Stored data
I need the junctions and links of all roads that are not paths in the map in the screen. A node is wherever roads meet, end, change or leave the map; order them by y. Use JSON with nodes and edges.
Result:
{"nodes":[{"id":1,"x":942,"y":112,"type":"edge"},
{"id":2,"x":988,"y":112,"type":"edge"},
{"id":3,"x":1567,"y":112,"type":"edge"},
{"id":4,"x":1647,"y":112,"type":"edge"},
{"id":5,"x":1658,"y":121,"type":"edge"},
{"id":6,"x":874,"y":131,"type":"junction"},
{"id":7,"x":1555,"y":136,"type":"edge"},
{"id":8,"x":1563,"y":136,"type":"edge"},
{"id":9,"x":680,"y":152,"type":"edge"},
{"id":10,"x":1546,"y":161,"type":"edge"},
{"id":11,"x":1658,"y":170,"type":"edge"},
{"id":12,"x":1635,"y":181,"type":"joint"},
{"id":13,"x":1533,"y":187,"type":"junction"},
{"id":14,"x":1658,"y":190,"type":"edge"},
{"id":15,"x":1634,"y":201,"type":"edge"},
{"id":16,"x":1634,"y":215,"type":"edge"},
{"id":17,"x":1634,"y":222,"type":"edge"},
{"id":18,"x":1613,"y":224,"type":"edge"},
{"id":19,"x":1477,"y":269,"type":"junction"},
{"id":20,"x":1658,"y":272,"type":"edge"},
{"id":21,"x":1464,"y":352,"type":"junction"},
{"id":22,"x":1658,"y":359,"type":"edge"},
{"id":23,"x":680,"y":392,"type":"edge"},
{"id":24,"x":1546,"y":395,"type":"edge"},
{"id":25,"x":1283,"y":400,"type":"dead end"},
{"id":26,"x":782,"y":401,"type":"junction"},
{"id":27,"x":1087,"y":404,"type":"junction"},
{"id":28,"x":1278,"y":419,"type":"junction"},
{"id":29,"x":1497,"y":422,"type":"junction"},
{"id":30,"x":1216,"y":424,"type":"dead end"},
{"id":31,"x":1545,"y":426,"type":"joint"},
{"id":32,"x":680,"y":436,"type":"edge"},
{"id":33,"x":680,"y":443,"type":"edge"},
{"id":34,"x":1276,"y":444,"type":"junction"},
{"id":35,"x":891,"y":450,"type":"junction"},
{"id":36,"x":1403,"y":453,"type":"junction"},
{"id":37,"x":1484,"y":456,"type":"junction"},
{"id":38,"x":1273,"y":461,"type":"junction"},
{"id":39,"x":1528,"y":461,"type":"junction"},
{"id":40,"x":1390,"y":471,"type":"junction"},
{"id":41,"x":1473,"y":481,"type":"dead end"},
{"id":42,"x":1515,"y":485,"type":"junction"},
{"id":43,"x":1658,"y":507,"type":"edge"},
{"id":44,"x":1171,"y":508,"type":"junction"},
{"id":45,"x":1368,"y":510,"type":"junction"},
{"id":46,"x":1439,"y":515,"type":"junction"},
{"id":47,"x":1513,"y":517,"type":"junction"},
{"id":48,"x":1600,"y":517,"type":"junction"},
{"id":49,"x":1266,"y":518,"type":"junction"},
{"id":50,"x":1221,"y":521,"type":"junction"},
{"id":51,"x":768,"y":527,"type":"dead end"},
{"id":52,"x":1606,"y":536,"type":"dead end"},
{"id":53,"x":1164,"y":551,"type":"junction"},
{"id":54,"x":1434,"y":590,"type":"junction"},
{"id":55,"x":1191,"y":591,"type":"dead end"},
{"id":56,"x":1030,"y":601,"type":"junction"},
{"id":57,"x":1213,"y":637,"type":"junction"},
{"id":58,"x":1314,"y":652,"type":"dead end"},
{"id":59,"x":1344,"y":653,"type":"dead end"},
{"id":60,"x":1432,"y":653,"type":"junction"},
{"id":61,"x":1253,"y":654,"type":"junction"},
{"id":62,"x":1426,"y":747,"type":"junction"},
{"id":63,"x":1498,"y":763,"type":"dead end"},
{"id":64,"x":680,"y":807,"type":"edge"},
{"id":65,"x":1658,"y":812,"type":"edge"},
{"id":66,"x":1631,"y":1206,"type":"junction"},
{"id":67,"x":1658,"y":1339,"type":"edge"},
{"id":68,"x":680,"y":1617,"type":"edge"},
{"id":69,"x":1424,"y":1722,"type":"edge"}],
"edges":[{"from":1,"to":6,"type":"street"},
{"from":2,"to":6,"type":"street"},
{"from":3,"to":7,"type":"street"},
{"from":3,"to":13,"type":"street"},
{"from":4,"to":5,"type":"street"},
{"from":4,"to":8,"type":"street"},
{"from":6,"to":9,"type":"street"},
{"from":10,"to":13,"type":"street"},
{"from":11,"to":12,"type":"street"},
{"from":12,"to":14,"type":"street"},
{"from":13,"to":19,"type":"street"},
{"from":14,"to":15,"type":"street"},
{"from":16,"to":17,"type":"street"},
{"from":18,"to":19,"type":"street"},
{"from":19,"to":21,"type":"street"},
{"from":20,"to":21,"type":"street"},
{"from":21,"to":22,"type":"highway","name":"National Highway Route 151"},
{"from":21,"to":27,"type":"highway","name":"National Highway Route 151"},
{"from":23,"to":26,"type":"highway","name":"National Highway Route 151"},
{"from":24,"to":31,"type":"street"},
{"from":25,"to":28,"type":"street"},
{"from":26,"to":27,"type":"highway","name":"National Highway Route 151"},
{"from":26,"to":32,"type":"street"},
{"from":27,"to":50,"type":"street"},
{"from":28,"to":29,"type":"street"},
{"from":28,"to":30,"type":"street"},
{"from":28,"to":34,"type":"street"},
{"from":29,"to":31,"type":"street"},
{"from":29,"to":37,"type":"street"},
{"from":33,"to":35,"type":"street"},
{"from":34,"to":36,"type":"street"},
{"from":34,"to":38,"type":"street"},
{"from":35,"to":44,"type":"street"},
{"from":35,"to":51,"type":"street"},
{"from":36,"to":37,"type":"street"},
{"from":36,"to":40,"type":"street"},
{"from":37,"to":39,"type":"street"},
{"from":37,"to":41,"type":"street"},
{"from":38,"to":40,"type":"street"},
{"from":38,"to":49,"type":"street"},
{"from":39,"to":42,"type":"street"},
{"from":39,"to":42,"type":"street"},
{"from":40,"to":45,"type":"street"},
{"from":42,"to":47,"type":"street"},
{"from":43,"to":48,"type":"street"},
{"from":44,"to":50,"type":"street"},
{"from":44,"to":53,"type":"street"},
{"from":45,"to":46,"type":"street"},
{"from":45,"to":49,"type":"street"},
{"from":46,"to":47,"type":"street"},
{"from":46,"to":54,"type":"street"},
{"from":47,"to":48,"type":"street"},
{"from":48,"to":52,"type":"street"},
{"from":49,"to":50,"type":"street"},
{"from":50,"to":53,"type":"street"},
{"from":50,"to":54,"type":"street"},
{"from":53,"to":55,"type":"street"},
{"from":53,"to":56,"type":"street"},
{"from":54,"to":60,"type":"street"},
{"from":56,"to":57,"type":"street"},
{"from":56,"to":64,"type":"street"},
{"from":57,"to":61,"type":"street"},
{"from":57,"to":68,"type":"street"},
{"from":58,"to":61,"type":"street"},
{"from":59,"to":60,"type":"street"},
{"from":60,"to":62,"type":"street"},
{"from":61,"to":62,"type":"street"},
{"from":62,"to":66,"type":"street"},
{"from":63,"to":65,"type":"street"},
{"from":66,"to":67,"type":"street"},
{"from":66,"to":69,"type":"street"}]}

- _Task instructions_
Write the entries out again, exactly and completely.

- _Output for this exercise_
I need the junctions and links of all roads that are not paths in the map in the screen. A node is wherever roads meet, end, change or leave the map; order them by y. Use JSON with nodes and edges.
Result:
{"nodes":[{"id":1,"x":942,"y":112,"type":"edge"},
{"id":2,"x":988,"y":112,"type":"edge"},
{"id":3,"x":1567,"y":112,"type":"edge"},
{"id":4,"x":1647,"y":112,"type":"edge"},
{"id":5,"x":1658,"y":121,"type":"edge"},
{"id":6,"x":874,"y":131,"type":"junction"},
{"id":7,"x":1555,"y":136,"type":"edge"},
{"id":8,"x":1563,"y":136,"type":"edge"},
{"id":9,"x":680,"y":152,"type":"edge"},
{"id":10,"x":1546,"y":161,"type":"edge"},
{"id":11,"x":1658,"y":170,"type":"edge"},
{"id":12,"x":1635,"y":181,"type":"joint"},
{"id":13,"x":1533,"y":187,"type":"junction"},
{"id":14,"x":1658,"y":190,"type":"edge"},
{"id":15,"x":1634,"y":201,"type":"edge"},
{"id":16,"x":1634,"y":215,"type":"edge"},
{"id":17,"x":1634,"y":222,"type":"edge"},
{"id":18,"x":1613,"y":224,"type":"edge"},
{"id":19,"x":1477,"y":269,"type":"junction"},
{"id":20,"x":1658,"y":272,"type":"edge"},
{"id":21,"x":1464,"y":352,"type":"junction"},
{"id":22,"x":1658,"y":359,"type":"edge"},
{"id":23,"x":680,"y":392,"type":"edge"},
{"id":24,"x":1546,"y":395,"type":"edge"},
{"id":25,"x":1283,"y":400,"type":"dead end"},
{"id":26,"x":782,"y":401,"type":"junction"},
{"id":27,"x":1087,"y":404,"type":"junction"},
{"id":28,"x":1278,"y":419,"type":"junction"},
{"id":29,"x":1497,"y":422,"type":"junction"},
{"id":30,"x":1216,"y":424,"type":"dead end"},
{"id":31,"x":1545,"y":426,"type":"joint"},
{"id":32,"x":680,"y":436,"type":"edge"},
{"id":33,"x":680,"y":443,"type":"edge"},
{"id":34,"x":1276,"y":444,"type":"junction"},
{"id":35,"x":891,"y":450,"type":"junction"},
{"id":36,"x":1403,"y":453,"type":"junction"},
{"id":37,"x":1484,"y":456,"type":"junction"},
{"id":38,"x":1273,"y":461,"type":"junction"},
{"id":39,"x":1528,"y":461,"type":"junction"},
{"id":40,"x":1390,"y":471,"type":"junction"},
{"id":41,"x":1473,"y":481,"type":"dead end"},
{"id":42,"x":1515,"y":485,"type":"junction"},
{"id":43,"x":1658,"y":507,"type":"edge"},
{"id":44,"x":1171,"y":508,"type":"junction"},
{"id":45,"x":1368,"y":510,"type":"junction"},
{"id":46,"x":1439,"y":515,"type":"junction"},
{"id":47,"x":1513,"y":517,"type":"junction"},
{"id":48,"x":1600,"y":517,"type":"junction"},
{"id":49,"x":1266,"y":518,"type":"junction"},
{"id":50,"x":1221,"y":521,"type":"junction"},
{"id":51,"x":768,"y":527,"type":"dead end"},
{"id":52,"x":1606,"y":536,"type":"dead end"},
{"id":53,"x":1164,"y":551,"type":"junction"},
{"id":54,"x":1434,"y":590,"type":"junction"},
{"id":55,"x":1191,"y":591,"type":"dead end"},
{"id":56,"x":1030,"y":601,"type":"junction"},
{"id":57,"x":1213,"y":637,"type":"junction"},
{"id":58,"x":1314,"y":652,"type":"dead end"},
{"id":59,"x":1344,"y":653,"type":"dead end"},
{"id":60,"x":1432,"y":653,"type":"junction"},
{"id":61,"x":1253,"y":654,"type":"junction"},
{"id":62,"x":1426,"y":747,"type":"junction"},
{"id":63,"x":1498,"y":763,"type":"dead end"},
{"id":64,"x":680,"y":807,"type":"edge"},
{"id":65,"x":1658,"y":812,"type":"edge"},
{"id":66,"x":1631,"y":1206,"type":"junction"},
{"id":67,"x":1658,"y":1339,"type":"edge"},
{"id":68,"x":680,"y":1617,"type":"edge"},
{"id":69,"x":1424,"y":1722,"type":"edge"}],
"edges":[{"from":1,"to":6,"type":"street"},
{"from":2,"to":6,"type":"street"},
{"from":3,"to":7,"type":"street"},
{"from":3,"to":13,"type":"street"},
{"from":4,"to":5,"type":"street"},
{"from":4,"to":8,"type":"street"},
{"from":6,"to":9,"type":"street"},
{"from":10,"to":13,"type":"street"},
{"from":11,"to":12,"type":"street"},
{"from":12,"to":14,"type":"street"},
{"from":13,"to":19,"type":"street"},
{"from":14,"to":15,"type":"street"},
{"from":16,"to":17,"type":"street"},
{"from":18,"to":19,"type":"street"},
{"from":19,"to":21,"type":"street"},
{"from":20,"to":21,"type":"street"},
{"from":21,"to":22,"type":"highway","name":"National Highway Route 151"},
{"from":21,"to":27,"type":"highway","name":"National Highway Route 151"},
{"from":23,"to":26,"type":"highway","name":"National Highway Route 151"},
{"from":24,"to":31,"type":"street"},
{"from":25,"to":28,"type":"street"},
{"from":26,"to":27,"type":"highway","name":"National Highway Route 151"},
{"from":26,"to":32,"type":"street"},
{"from":27,"to":50,"type":"street"},
{"from":28,"to":29,"type":"street"},
{"from":28,"to":30,"type":"street"},
{"from":28,"to":34,"type":"street"},
{"from":29,"to":31,"type":"street"},
{"from":29,"to":37,"type":"street"},
{"from":33,"to":35,"type":"street"},
{"from":34,"to":36,"type":"street"},
{"from":34,"to":38,"type":"street"},
{"from":35,"to":44,"type":"street"},
{"from":35,"to":51,"type":"street"},
{"from":36,"to":37,"type":"street"},
{"from":36,"to":40,"type":"street"},
{"from":37,"to":39,"type":"street"},
{"from":37,"to":41,"type":"street"},
{"from":38,"to":40,"type":"street"},
{"from":38,"to":49,"type":"street"},
{"from":39,"to":42,"type":"street"},
{"from":39,"to":42,"type":"street"},
{"from":40,"to":45,"type":"street"},
{"from":42,"to":47,"type":"street"},
{"from":43,"to":48,"type":"street"},
{"from":44,"to":50,"type":"street"},
{"from":44,"to":53,"type":"street"},
{"from":45,"to":46,"type":"street"},
{"from":45,"to":49,"type":"street"},
{"from":46,"to":47,"type":"street"},
{"from":46,"to":54,"type":"street"},
{"from":47,"to":48,"type":"street"},
{"from":48,"to":52,"type":"street"},
{"from":49,"to":50,"type":"street"},
{"from":50,"to":53,"type":"street"},
{"from":50,"to":54,"type":"street"},
{"from":53,"to":55,"type":"street"},
{"from":53,"to":56,"type":"street"},
{"from":54,"to":60,"type":"street"},
{"from":56,"to":57,"type":"street"},
{"from":56,"to":64,"type":"street"},
{"from":57,"to":61,"type":"street"},
{"from":57,"to":68,"type":"street"},
{"from":58,"to":61,"type":"street"},
{"from":59,"to":60,"type":"street"},
{"from":60,"to":62,"type":"street"},
{"from":61,"to":62,"type":"street"},
{"from":62,"to":66,"type":"street"},
{"from":63,"to":65,"type":"street"},
{"from":66,"to":67,"type":"street"},
{"from":66,"to":69,"type":"street"}]}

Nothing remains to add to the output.